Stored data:
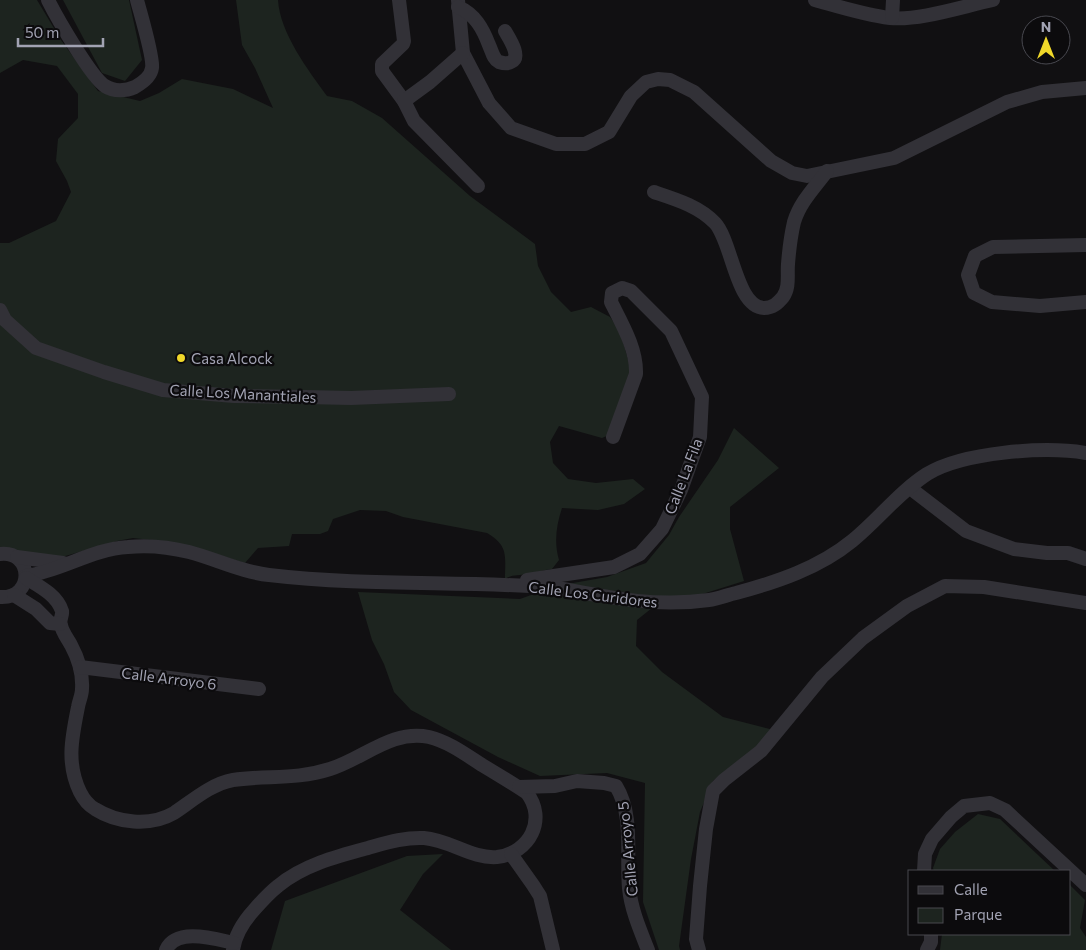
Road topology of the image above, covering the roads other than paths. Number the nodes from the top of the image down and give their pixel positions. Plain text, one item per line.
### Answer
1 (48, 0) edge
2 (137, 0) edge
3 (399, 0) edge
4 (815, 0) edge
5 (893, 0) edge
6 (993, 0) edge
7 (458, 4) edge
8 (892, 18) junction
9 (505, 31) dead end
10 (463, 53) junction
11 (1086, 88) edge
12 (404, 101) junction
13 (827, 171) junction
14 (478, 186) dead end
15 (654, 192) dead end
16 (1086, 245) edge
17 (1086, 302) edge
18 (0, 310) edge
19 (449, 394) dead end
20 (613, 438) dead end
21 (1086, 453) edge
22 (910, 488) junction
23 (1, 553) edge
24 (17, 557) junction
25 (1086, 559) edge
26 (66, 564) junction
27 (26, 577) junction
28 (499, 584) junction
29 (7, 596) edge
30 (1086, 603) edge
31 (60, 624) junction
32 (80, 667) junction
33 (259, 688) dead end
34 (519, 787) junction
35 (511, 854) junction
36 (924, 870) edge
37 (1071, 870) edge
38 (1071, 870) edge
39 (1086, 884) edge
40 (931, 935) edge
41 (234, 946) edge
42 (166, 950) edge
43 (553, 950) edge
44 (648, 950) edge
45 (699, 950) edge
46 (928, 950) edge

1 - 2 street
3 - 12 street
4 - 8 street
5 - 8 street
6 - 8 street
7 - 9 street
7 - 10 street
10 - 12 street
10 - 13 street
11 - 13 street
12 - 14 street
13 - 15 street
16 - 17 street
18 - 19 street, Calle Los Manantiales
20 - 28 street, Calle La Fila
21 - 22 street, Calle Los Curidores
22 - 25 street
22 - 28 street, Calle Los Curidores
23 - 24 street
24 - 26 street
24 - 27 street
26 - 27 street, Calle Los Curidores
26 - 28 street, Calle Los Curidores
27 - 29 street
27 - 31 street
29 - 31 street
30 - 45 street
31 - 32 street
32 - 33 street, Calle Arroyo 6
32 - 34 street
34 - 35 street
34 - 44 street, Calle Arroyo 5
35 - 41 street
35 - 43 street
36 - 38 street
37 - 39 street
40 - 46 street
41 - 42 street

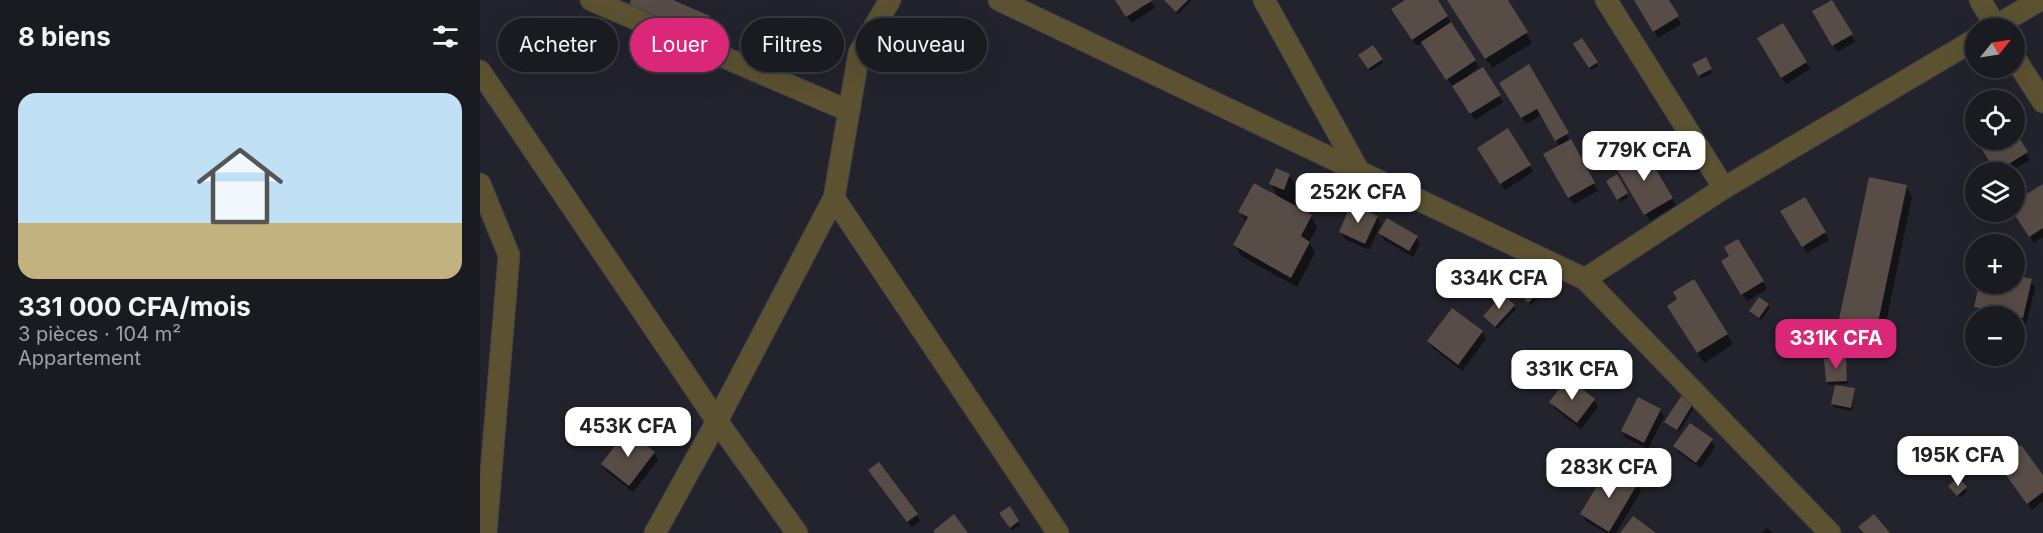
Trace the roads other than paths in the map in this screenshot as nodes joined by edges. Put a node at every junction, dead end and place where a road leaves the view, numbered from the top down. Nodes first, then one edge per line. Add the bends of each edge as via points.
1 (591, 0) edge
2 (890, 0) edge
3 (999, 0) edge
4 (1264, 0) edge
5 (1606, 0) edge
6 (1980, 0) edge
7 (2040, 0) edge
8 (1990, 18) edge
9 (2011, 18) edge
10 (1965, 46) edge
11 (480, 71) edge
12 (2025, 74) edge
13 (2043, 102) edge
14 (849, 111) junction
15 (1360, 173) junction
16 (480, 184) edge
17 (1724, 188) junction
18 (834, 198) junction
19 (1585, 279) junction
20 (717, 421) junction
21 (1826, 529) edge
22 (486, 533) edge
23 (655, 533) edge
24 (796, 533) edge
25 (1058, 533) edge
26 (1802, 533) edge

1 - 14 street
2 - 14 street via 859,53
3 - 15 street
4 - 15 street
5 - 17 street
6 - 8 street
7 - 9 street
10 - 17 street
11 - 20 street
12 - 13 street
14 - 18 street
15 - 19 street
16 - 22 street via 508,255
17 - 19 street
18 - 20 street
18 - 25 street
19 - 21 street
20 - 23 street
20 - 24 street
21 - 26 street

**TASK OBJECTIVE**
Copy down every line of the entries containing the word "other".

**REPLY TO THE TASK**
Road topology of the image above, covering the roads other than paths. Number the nodes from the top of the image down and give their pixel positions. Plain text, one item per line.
Trace the roads other than paths in the map in this screenshot as nodes joined by edges. Put a node at every junction, dead end and place where a road leaves the view, numbered from the top down. Nodes first, then one edge per line. Add the bends of each edge as via points.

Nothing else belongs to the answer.